Diskriminasi Rasial ibarat "Duri dalam Daging" Amerika Serikat
Pemerintahan Presiden AS Joe Biden didesak untuk segera menangani kejahatan rasial di negarasnya, terutama yang menarget warga Asia-Amerika.
Rasisme yang sistematis dan supremasi kulit putih sudah menjadi racun di AS sejak lama. Memperkuat solidaritas antar-ras bisa menjadi solusi.
Memakai rompi berwarna terang dan membawa walkie-talky, delapan sukarelawan laki-laki dan perempuan dari berbagai profesi bertugas ronda keliling daerah permukiman komunitas China di Flushing, Queens, New York, Amerika Serikat.

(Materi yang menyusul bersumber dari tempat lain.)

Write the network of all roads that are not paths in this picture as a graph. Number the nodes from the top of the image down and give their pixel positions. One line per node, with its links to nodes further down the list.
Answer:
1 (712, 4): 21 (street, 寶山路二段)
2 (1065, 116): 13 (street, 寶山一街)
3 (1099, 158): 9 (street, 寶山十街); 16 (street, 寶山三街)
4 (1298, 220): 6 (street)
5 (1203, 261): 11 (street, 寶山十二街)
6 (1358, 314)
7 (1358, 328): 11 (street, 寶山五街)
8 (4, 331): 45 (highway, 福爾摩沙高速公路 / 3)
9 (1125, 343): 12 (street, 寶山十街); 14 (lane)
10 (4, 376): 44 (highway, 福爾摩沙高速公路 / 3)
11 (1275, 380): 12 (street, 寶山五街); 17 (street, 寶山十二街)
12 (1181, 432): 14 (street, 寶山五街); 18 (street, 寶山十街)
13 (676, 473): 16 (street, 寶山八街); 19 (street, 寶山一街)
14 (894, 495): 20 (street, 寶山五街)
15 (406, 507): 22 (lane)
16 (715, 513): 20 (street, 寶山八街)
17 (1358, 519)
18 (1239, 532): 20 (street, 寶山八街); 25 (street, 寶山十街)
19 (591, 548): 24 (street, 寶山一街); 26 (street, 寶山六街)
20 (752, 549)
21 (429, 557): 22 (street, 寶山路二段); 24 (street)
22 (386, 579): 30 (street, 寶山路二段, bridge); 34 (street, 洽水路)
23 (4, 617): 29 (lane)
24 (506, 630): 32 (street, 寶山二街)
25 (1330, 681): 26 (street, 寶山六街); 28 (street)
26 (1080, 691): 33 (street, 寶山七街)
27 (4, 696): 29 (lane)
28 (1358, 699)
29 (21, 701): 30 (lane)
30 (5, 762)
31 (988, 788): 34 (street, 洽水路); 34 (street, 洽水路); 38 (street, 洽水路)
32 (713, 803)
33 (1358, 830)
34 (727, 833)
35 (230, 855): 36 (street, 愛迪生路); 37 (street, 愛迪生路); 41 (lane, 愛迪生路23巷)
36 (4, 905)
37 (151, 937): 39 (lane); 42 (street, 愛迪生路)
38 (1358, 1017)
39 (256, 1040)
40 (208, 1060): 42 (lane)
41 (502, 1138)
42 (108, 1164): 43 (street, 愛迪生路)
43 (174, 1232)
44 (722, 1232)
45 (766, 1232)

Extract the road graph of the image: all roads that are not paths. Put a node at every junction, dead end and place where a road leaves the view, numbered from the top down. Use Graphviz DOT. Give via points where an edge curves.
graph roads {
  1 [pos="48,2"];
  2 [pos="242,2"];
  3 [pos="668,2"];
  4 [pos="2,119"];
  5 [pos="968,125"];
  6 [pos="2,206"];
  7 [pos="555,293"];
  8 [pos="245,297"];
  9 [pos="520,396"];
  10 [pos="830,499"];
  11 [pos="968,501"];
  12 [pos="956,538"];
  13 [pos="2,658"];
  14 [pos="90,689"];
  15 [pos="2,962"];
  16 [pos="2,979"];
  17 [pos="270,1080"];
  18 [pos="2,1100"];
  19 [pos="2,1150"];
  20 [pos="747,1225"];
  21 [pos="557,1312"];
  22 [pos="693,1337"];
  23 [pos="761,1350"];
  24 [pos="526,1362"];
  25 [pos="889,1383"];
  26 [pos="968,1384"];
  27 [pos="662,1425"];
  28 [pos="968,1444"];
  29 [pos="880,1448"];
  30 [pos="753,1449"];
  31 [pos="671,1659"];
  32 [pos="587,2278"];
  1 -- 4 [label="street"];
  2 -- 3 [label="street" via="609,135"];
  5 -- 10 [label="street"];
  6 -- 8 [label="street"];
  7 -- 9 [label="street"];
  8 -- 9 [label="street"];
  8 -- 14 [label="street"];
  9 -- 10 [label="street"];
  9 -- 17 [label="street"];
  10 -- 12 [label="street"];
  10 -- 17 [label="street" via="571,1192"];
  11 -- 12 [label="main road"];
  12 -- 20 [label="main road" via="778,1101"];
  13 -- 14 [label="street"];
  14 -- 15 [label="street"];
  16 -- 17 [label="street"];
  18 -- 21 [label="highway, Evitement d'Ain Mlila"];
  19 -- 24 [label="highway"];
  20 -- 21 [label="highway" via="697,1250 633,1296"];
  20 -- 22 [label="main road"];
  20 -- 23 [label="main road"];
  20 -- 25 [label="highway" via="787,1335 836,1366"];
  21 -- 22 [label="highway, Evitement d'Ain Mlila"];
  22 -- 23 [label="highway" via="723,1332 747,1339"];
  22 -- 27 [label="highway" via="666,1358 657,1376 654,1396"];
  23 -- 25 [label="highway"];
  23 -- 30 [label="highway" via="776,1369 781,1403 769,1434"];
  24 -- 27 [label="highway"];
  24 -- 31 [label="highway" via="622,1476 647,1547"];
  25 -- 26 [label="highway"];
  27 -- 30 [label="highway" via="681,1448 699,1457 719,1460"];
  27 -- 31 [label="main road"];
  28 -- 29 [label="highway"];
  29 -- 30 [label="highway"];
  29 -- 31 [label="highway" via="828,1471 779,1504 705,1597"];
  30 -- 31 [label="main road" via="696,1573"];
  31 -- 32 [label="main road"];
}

Ronda setiap malam ini untuk mengantisipasi kekerasan terhadap warga Asia-Amerika setelah penembakan di sebuah spa di Atlanta yang menewaskan delapan orang, enam orang di antaranya perempuan Asia.
”Kami berjaga-jaga saja selama tiga jam demi keamanan semua warga Asia-Amerika,” kata pemimpin tim ronda, Patroli Keamanan Publik (PSP), Richard Lee.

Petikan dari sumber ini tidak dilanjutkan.